Карвалью показал как может быть обманчива видимость родового единства, как можно сжечь простыни, разбить тарелки, раскрошить испеченный руками матери хлеб, как можно сбежать в города, в попытках вытравить из собственного нутра отцовский призрак, но изжить его из себя не получится. В доме, где все пропитано духом патриарха, найдется для него самое надежное убежище — его дети.
Каждодневная суровость вечерних наставлений главы семьи, когда все дети собирались за большим столом и, истощающие чистую любовь, тихие ласки матери предвосхитили обреченность детей в будущем. Жажда Андрэ сойти с ума, переплестись с корнями, прорости в лиственном перегное и мякоти забродивших плодов выступает как метафора подсознательного желания возвратиться в материнскую утробу. Через ритуальное «отцеубийство» герой стремится обрести потерянный рай детства.

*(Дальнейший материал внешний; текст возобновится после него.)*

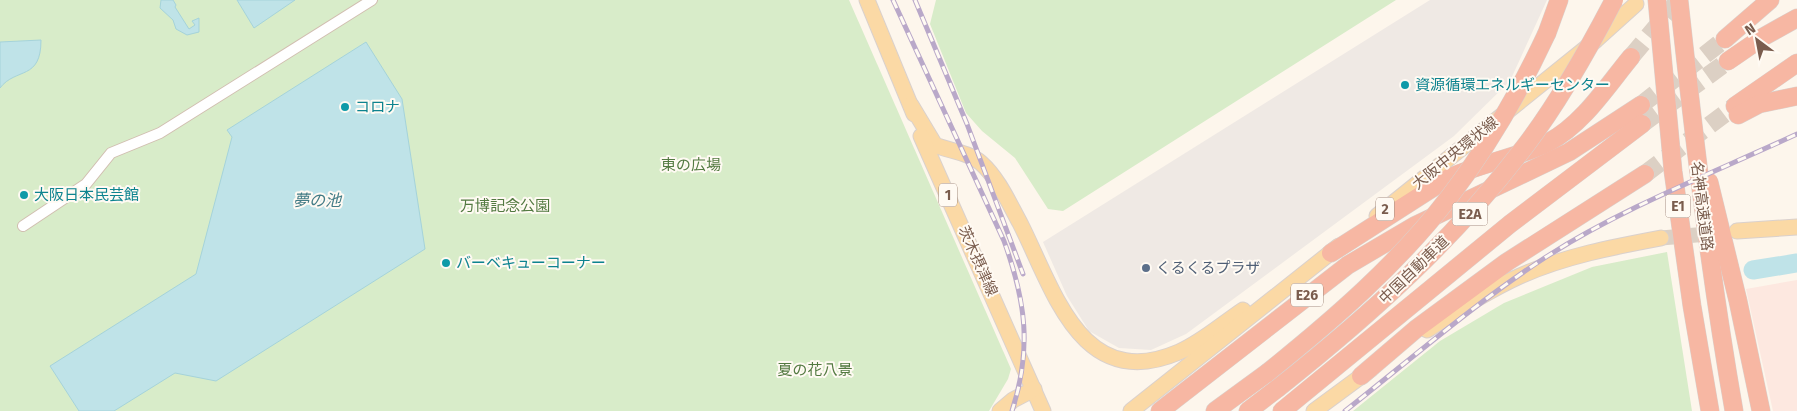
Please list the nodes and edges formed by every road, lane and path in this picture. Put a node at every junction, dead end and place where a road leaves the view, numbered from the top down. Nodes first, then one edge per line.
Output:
1 (372, 0) edge
2 (866, 0) edge
3 (1560, 0) edge
4 (1614, 0) edge
5 (1657, 0) edge
6 (1679, 0) edge
7 (1770, 0) edge
8 (1636, 4) dead end
9 (1797, 18) edge
10 (1725, 39) tunnel mouth
11 (1631, 58) tunnel mouth
12 (1728, 61) tunnel mouth
13 (1797, 63) edge
14 (1797, 96) edge
15 (911, 104) junction
16 (1641, 105) tunnel mouth
17 (1690, 106) junction
18 (1642, 124) tunnel mouth
19 (1645, 174) tunnel mouth
20 (23, 226) dead end
21 (1797, 227) edge
22 (1737, 231) dead end
23 (1661, 238) tunnel mouth
24 (1331, 253) junction
25 (1297, 279) junction
26 (1361, 376) junction
27 (1034, 389) junction
28 (1334, 396) junction
29 (1000, 411) edge
30 (1043, 411) edge
31 (1131, 411) edge
32 (1160, 411) edge
33 (1215, 411) edge
34 (1248, 411) edge
35 (1282, 411) edge
36 (1314, 411) edge
37 (1320, 411) edge
38 (1710, 411) edge
39 (1734, 411) edge
40 (1761, 411) edge

1 - 20 street
2 - 15 main road, 茨木摂津線 / 1
3 - 33 highway, 中国自動車道 / E2A, bridge
4 - 34 highway, 中国自動車道 / E2A, bridge
5 - 38 highway, 名神高速道路 / E1
6 - 17 highway, 名神高速道路 / E1
7 - 10 highway
8 - 24 main road, 大阪中央環状線 / 2
9 - 12 highway
11 - 24 highway
13 - 14 highway
15 - 25 main road
15 - 27 main road, 茨木摂津線 / 1
16 - 32 highway, E26
17 - 39 highway, 名神高速道路 / E1
17 - 40 highway
18 - 35 highway, E2A
19 - 26 highway
21 - 22 main road
23 - 26 main road
24 - 25 main road, 大阪中央環状線 / 2
25 - 31 main road, 大阪中央環状線 / 2
26 - 28 main road
27 - 29 main road
27 - 30 main road, 茨木摂津線 / 1
28 - 36 main road
28 - 37 main road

Ничего не подозревающая мать, с ее, не знающей границ любовью, навлекла проклятие на сына, которого она выделила среди остальных. Только заговор материнской любви не вечен. Герой прорывает волшебный круг, как только скрывается в каменной тени туннеля, ведущей его тропою бегства в край больших городов. У Карвальо техника как что-то новое, пришедшее из пустоты мира, где разучились просто созерцать, ворвется в конце истории — поезд как индустриальный перифраз дороги-возвращения, появится, чтобы разорвать мифическое пространство, возвратив рассказ из сферы приданий в наши дни.
Камера снимает из подтишка, забирая в плен танец Анны и стенания Андрэ. В здешнем кадре нет пространства, он земляной, терпкий, он не идет на компромисс. В «Старой фазенде» кадр это клетка, рамка для неумелой семейной карточки, снятой ребенком-фотографом. Оператор душит перспективу, замещая ее телесностью и влагой, он создает эффект зрения животного или насекомого, забредшего на поляну, где большая семья заразившись лихорадкой веселья не замечает собственного распада. Здесь бесконечные дни перед закатом, сменяются искаженной липкостью упивающегося своим безумием Андрэ.
Фильм, поднимающийся на уровень притчи, тропического сказания о грехе, древнем как сама жизнь, о молчаливом сумасшествии обреченного на вечное одиночество, проклятого ливанского колена. Карвалью удалось передать что-то старательно забытое, передать детство, безрадостно-проклятую юность, пряный шелест воспоминаний, желания запутавшегося в складках белых платьев сестер. «Старая фазенда» обманчивый фильм, он ускользает, в нем сон замещает реальность и оттого история складывается на уровне ощущений, это как смотреть чей-то трехчасовой сон порожденный наслоившимися друг на друга воспоминаниями. Болезненное, прекрасное как сама жизнь кино, оно дышит и сожалеет.